# Exercise details
Your answer needs to include each line of the records in which the string "hand" can be found.

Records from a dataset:
↓

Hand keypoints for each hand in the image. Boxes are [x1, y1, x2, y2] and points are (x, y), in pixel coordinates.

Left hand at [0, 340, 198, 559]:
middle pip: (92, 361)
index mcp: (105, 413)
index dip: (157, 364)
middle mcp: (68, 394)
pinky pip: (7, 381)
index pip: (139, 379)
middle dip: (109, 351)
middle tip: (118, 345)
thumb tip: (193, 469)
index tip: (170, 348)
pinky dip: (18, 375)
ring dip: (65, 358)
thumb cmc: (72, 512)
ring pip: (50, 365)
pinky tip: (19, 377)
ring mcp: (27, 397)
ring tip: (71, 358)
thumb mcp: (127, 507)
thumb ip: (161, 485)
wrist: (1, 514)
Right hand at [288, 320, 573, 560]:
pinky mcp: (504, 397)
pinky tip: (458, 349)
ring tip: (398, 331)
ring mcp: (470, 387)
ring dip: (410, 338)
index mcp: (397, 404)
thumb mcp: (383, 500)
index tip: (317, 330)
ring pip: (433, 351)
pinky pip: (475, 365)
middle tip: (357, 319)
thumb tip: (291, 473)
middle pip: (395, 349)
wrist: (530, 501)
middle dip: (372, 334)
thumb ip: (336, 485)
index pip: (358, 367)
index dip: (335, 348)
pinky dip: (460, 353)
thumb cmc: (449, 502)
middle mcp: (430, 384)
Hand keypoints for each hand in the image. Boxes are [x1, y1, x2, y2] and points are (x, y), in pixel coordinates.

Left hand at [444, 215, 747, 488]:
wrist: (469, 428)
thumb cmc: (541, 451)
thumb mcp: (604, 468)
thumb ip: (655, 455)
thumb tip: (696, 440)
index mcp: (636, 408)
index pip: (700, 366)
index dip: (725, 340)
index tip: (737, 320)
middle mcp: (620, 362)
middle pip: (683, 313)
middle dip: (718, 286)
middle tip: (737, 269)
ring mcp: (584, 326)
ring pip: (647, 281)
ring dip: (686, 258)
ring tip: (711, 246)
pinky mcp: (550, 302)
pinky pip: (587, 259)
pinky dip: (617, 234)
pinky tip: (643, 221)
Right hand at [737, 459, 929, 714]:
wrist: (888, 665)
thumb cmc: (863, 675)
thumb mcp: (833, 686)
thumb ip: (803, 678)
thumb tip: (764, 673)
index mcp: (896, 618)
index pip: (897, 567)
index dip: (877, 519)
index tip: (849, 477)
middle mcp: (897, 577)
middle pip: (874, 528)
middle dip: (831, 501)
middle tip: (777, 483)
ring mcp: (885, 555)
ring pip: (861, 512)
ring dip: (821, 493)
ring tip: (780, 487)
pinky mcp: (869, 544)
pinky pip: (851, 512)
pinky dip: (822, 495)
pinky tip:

↑

# Result of this task
Hand keypoints for each hand in the image. Boxes are [x1, y1, x2, y2] and points are (x, y), in pixel coordinates.
Left hand at [0, 340, 198, 559]:
Right hand at [288, 320, 573, 560]:
Hand keypoints for each hand in the image. Boxes are [x1, y1, x2, y2] and points are (x, y), in pixel coordinates.
Left hand at [444, 215, 747, 488]:
Right hand at [737, 459, 929, 714]:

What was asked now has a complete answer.